(Problem):
What is needed is an exact copy of all the data.

[[ The data open ]]

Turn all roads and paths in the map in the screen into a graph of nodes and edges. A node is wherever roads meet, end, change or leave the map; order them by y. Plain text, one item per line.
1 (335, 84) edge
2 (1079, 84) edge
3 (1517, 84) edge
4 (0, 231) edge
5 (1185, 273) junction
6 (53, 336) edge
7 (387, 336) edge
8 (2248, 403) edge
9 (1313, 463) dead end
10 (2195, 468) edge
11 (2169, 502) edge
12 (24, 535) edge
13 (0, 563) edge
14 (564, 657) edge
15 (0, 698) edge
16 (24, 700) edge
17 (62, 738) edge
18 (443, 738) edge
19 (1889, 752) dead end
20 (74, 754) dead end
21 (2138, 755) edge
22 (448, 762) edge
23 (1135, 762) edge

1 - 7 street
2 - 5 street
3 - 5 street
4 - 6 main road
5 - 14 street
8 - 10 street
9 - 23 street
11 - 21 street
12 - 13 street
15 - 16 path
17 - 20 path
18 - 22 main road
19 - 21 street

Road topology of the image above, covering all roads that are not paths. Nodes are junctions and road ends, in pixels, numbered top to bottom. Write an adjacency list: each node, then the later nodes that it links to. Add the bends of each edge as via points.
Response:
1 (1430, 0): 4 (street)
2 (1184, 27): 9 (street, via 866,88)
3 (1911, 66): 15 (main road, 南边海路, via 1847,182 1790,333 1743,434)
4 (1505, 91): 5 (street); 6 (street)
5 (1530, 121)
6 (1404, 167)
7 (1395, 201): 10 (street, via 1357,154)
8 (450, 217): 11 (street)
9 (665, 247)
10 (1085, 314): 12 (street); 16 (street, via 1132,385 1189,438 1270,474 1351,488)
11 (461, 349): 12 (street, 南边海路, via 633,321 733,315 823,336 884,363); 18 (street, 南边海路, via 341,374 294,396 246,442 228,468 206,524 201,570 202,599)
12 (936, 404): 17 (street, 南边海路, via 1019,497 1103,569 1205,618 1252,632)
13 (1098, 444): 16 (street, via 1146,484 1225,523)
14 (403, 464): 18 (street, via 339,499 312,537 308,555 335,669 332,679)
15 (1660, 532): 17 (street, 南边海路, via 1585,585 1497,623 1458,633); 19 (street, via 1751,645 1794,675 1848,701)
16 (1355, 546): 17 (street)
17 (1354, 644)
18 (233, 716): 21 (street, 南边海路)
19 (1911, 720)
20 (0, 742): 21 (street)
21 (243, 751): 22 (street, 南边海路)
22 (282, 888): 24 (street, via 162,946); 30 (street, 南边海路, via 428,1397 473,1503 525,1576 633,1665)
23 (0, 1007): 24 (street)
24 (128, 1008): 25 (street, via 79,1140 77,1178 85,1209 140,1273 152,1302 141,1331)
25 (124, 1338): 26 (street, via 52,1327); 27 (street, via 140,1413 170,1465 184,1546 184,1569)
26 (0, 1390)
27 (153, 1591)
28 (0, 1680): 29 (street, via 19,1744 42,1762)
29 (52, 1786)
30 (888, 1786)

[[ The data closed ]]

(Your solution):
Turn all roads and paths in the map in the screen into a graph of nodes and edges. A node is wherever roads meet, end, change or leave the map; order them by y. Plain text, one item per line.
1 (335, 84) edge
2 (1079, 84) edge
3 (1517, 84) edge
4 (0, 231) edge
5 (1185, 273) junction
6 (53, 336) edge
7 (387, 336) edge
8 (2248, 403) edge
9 (1313, 463) dead end
10 (2195, 468) edge
11 (2169, 502) edge
12 (24, 535) edge
13 (0, 563) edge
14 (564, 657) edge
15 (0, 698) edge
16 (24, 700) edge
17 (62, 738) edge
18 (443, 738) edge
19 (1889, 752) dead end
20 (74, 754) dead end
21 (2138, 755) edge
22 (448, 762) edge
23 (1135, 762) edge

1 - 7 street
2 - 5 street
3 - 5 street
4 - 6 main road
5 - 14 street
8 - 10 street
9 - 23 street
11 - 21 street
12 - 13 street
15 - 16 path
17 - 20 path
18 - 22 main road
19 - 21 street

Road topology of the image above, covering all roads that are not paths. Nodes are junctions and road ends, in pixels, numbered top to bottom. Write an adjacency list: each node, then the later nodes that it links to. Add the bends of each edge as via points.
Response:
1 (1430, 0): 4 (street)
2 (1184, 27): 9 (street, via 866,88)
3 (1911, 66): 15 (main road, 南边海路, via 1847,182 1790,333 1743,434)
4 (1505, 91): 5 (street); 6 (street)
5 (1530, 121)
6 (1404, 167)
7 (1395, 201): 10 (street, via 1357,154)
8 (450, 217): 11 (street)
9 (665, 247)
10 (1085, 314): 12 (street); 16 (street, via 1132,385 1189,438 1270,474 1351,488)
11 (461, 349): 12 (street, 南边海路, via 633,321 733,315 823,336 884,363); 18 (street, 南边海路, via 341,374 294,396 246,442 228,468 206,524 201,570 202,599)
12 (936, 404): 17 (street, 南边海路, via 1019,497 1103,569 1205,618 1252,632)
13 (1098, 444): 16 (street, via 1146,484 1225,523)
14 (403, 464): 18 (street, via 339,499 312,537 308,555 335,669 332,679)
15 (1660, 532): 17 (street, 南边海路, via 1585,585 1497,623 1458,633); 19 (street, via 1751,645 1794,675 1848,701)
16 (1355, 546): 17 (street)
17 (1354, 644)
18 (233, 716): 21 (street, 南边海路)
19 (1911, 720)
20 (0, 742): 21 (street)
21 (243, 751): 22 (street, 南边海路)
22 (282, 888): 24 (street, via 162,946); 30 (street, 南边海路, via 428,1397 473,1503 525,1576 633,1665)
23 (0, 1007): 24 (street)
24 (128, 1008): 25 (street, via 79,1140 77,1178 85,1209 140,1273 152,1302 141,1331)
25 (124, 1338): 26 (street, via 52,1327); 27 (street, via 140,1413 170,1465 184,1546 184,1569)
26 (0, 1390)
27 (153, 1591)
28 (0, 1680): 29 (street, via 19,1744 42,1762)
29 (52, 1786)
30 (888, 1786)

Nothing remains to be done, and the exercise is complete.